Please retype every entry as written, and keep the pictures out.

Records excerpted from a collection
• • •

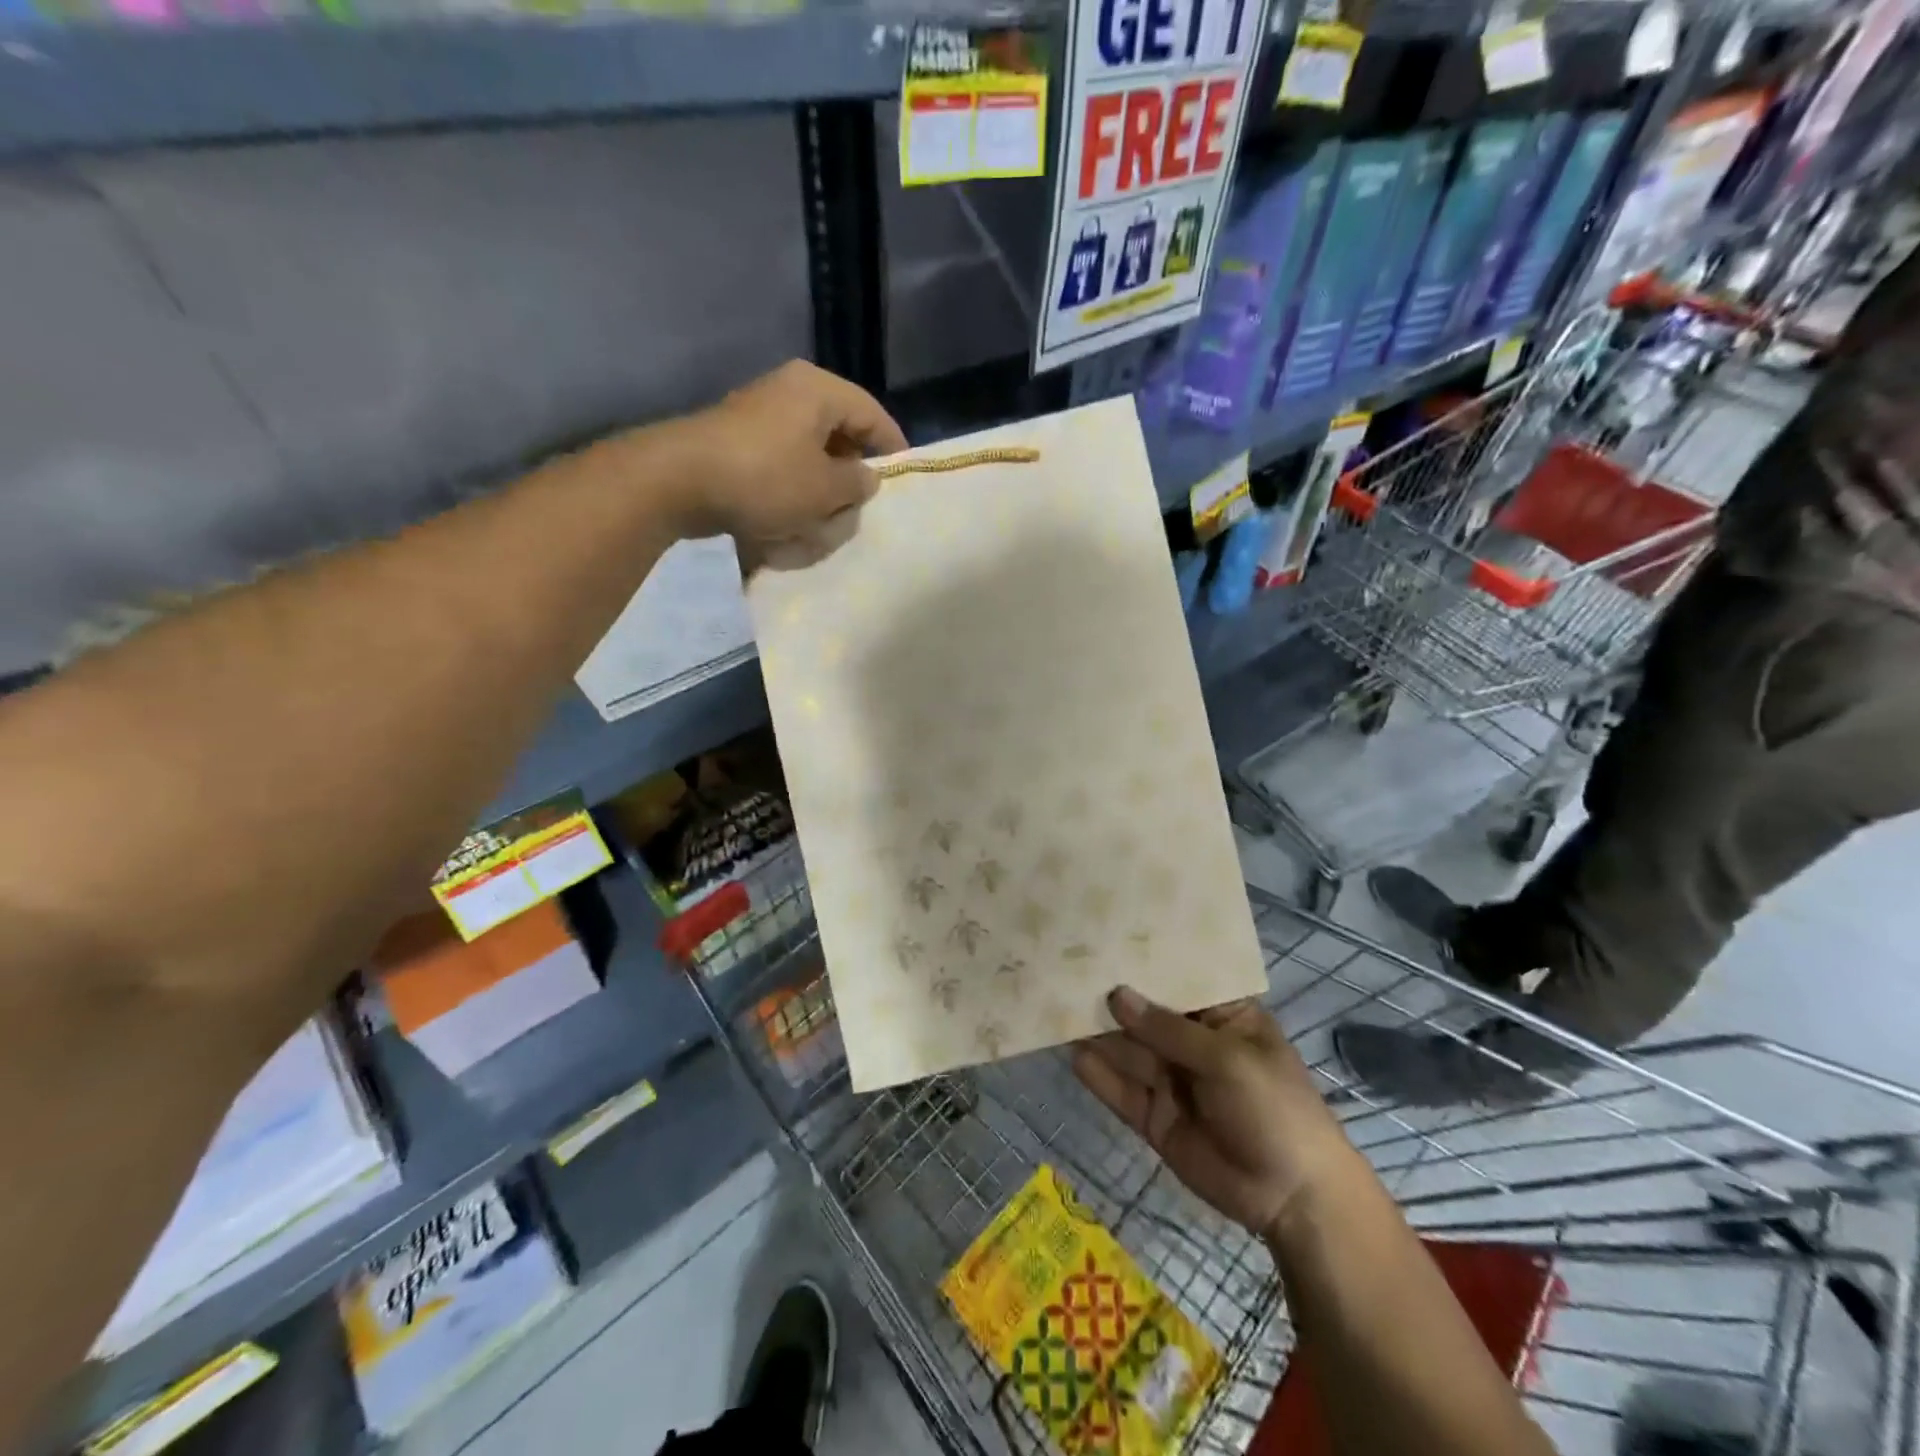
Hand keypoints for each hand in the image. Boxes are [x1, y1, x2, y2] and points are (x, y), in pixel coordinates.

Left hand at [655, 360, 907, 552]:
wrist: (678, 482)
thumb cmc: (766, 480)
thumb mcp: (825, 489)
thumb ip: (857, 483)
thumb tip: (866, 477)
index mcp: (818, 390)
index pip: (872, 415)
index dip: (892, 449)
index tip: (902, 482)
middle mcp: (791, 391)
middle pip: (840, 434)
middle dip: (851, 475)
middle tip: (858, 508)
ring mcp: (760, 414)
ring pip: (810, 454)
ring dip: (820, 489)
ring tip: (822, 522)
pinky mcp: (738, 440)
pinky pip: (781, 464)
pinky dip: (791, 491)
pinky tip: (789, 521)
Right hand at [1073, 987, 1362, 1242]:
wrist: (1292, 1199)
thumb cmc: (1274, 1109)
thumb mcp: (1227, 1060)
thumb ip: (1167, 1029)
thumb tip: (1116, 995)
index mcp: (1221, 1016)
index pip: (1178, 979)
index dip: (1145, 960)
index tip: (1104, 934)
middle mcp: (1192, 1042)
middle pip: (1144, 1013)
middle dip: (1110, 995)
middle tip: (1065, 968)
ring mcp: (1172, 1080)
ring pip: (1127, 1050)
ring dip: (1096, 1032)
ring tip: (1055, 1004)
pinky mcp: (1155, 1117)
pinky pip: (1122, 1090)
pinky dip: (1098, 1075)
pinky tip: (1070, 1054)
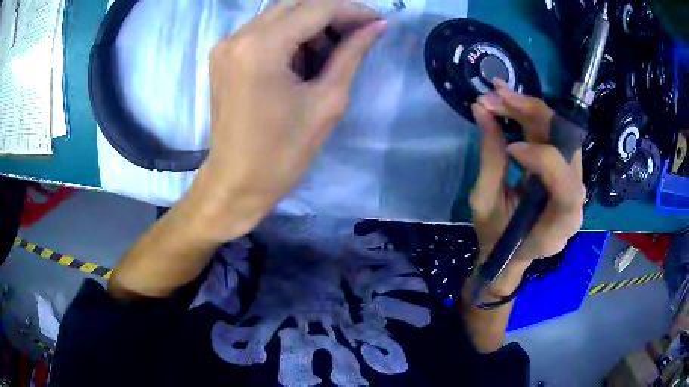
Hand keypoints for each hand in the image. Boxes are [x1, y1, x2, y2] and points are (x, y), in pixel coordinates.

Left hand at [186, 0, 386, 241]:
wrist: (236, 183)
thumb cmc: (282, 153)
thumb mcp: (327, 102)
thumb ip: (351, 54)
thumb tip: (377, 26)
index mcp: (261, 46)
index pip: (316, 9)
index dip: (352, 11)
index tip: (378, 21)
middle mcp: (238, 36)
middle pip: (295, 5)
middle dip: (332, 15)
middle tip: (358, 34)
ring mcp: (226, 45)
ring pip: (279, 15)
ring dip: (310, 24)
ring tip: (332, 51)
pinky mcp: (223, 56)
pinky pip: (263, 31)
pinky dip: (289, 35)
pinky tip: (304, 57)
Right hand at [470, 80, 584, 284]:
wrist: (509, 252)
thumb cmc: (498, 239)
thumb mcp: (487, 204)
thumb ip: (490, 159)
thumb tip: (482, 110)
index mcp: (562, 219)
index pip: (564, 180)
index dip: (539, 156)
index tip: (508, 147)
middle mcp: (576, 195)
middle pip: (565, 144)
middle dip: (530, 114)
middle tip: (494, 96)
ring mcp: (572, 178)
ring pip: (557, 131)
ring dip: (527, 109)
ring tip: (497, 95)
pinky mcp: (562, 166)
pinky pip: (550, 134)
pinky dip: (529, 116)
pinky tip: (509, 102)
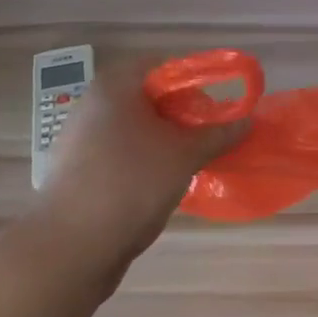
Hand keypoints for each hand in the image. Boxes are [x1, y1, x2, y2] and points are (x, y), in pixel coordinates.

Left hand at [34, 61, 249, 282]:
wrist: (68, 250)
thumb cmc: (130, 184)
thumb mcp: (184, 156)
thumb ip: (218, 134)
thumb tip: (248, 120)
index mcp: (115, 84)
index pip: (164, 66)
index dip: (195, 82)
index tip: (217, 108)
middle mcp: (93, 103)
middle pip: (150, 98)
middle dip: (183, 116)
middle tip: (210, 137)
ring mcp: (80, 138)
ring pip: (136, 129)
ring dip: (166, 141)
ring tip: (192, 163)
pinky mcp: (77, 171)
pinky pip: (121, 154)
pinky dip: (145, 162)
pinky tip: (163, 186)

• • •

(ANSWER SECTION)
Hand keypoints for each hand in the image. Boxes are [x1, y1, x2, y2] and points are (x, y), in pixel coordinates.

Left hand at [655, 360, 907, 552]:
wrist: (678, 482)
thumb cmc: (766, 480)
thumb mcp: (825, 489)
thumb ip: (857, 483)
thumb tip: (866, 477)
index mcp: (818, 390)
index pip: (872, 415)
index dip: (892, 449)
index tip: (902, 482)
middle mcp: (791, 391)
middle pip: (840, 434)
middle dip: (851, 475)
middle tip: (858, 508)
ring mcp: (760, 414)
ring pip: (810, 454)
ring dip: (820, 489)
ring tip: (822, 522)
pinky mcp: (738, 440)
pinky pip: (781, 464)
pinky dip: (791, 491)
pinky tip: (789, 521)
Right hand at [1073, 987, 1362, 1242]:
wrist: (1292, 1199)
thumb cmc: (1274, 1109)
thumb mcp: (1227, 1060)
thumb ip: (1167, 1029)
thumb tip: (1116, 995)
index mcp: (1221, 1016)
index pip: (1178, 979)
index dip: (1145, 960)
index tip: (1104, 934)
middle mcp: (1192, 1042)
middle pip: (1144, 1013)
middle dip: (1110, 995)
middle tip: (1065, 968)
ring mcp: (1172, 1080)
ring pip: (1127, 1050)
ring dip: (1096, 1032)
ring tip: (1055, 1004)
pinky mcp: (1155, 1117)
pinky pip: (1122, 1090)
pinky dip: (1098, 1075)
pinky tip: (1070, 1054)
Hand keypoints for each hand in the image. Boxes are [x1, y1, x2, y2] and points are (x, y), in pixel coordinates.

Left hand at [186, 0, 386, 241]:
wrist: (236, 183)
thumb cmc: (282, 153)
thumb mcp: (327, 102)
thumb ip: (351, 54)
thumb tip: (377, 26)
index mcp: (261, 46)
index pip: (316, 9)
index dip: (352, 11)
index tip: (378, 21)
middle mcp: (238, 36)
middle pip: (295, 5)
middle dip: (332, 15)
middle tip: (358, 34)
ring mcp: (226, 45)
ring pip: (279, 15)
ring dip: (310, 24)
ring tip: (332, 51)
pinky mcp: (223, 56)
pinky pip: (263, 31)
pinky dip: (289, 35)
pinky tip: (304, 57)
Right hand at [470, 80, 584, 284]:
wrist: (509, 252)
thumb cmc: (498, 239)
thumb mcp: (487, 204)
thumb ip: (490, 159)
thumb tip: (482, 110)
index mcp: (562, 219)
index pip: (564, 180)
index dip: (539, 156)
index tip: (508, 147)
middle mcp: (576, 195)
middle pip: (565, 144)
middle dip: (530, 114)
middle tip: (494, 96)
ring mcp: (572, 178)
ring pip: (557, 131)
ring dip: (527, 109)
ring tip: (497, 95)
pinky mcp: (562, 166)
pinky pip: (550, 134)
pinky dip: (529, 116)
pinky tip: (509, 102)
Hand keypoints for each hand in the image. Boxes are [x1, y1, x2, y2] and points are (x, y), in pixel coordinates.

Left hand at [34, 61, 249, 282]:
wrist: (68, 250)
thumb cmc: (130, 184)
thumb mcp: (184, 156)
thumb ip: (218, 134)
thumb tip: (248, 120)
index mcp: (115, 84)
index pip: (164, 66)
index dip: (195, 82)
index tip: (217, 108)
middle mcp: (93, 103)
middle pip: (150, 98)
middle dip: (183, 116)
middle tip: (210, 137)
ring mcp: (80, 138)
ring pip: (136, 129)
ring dip: (166, 141)
ring tip: (192, 163)
pinky mcp: (77, 171)
pinky pip: (121, 154)
pinky dip: (145, 162)
pinky tip: (163, 186)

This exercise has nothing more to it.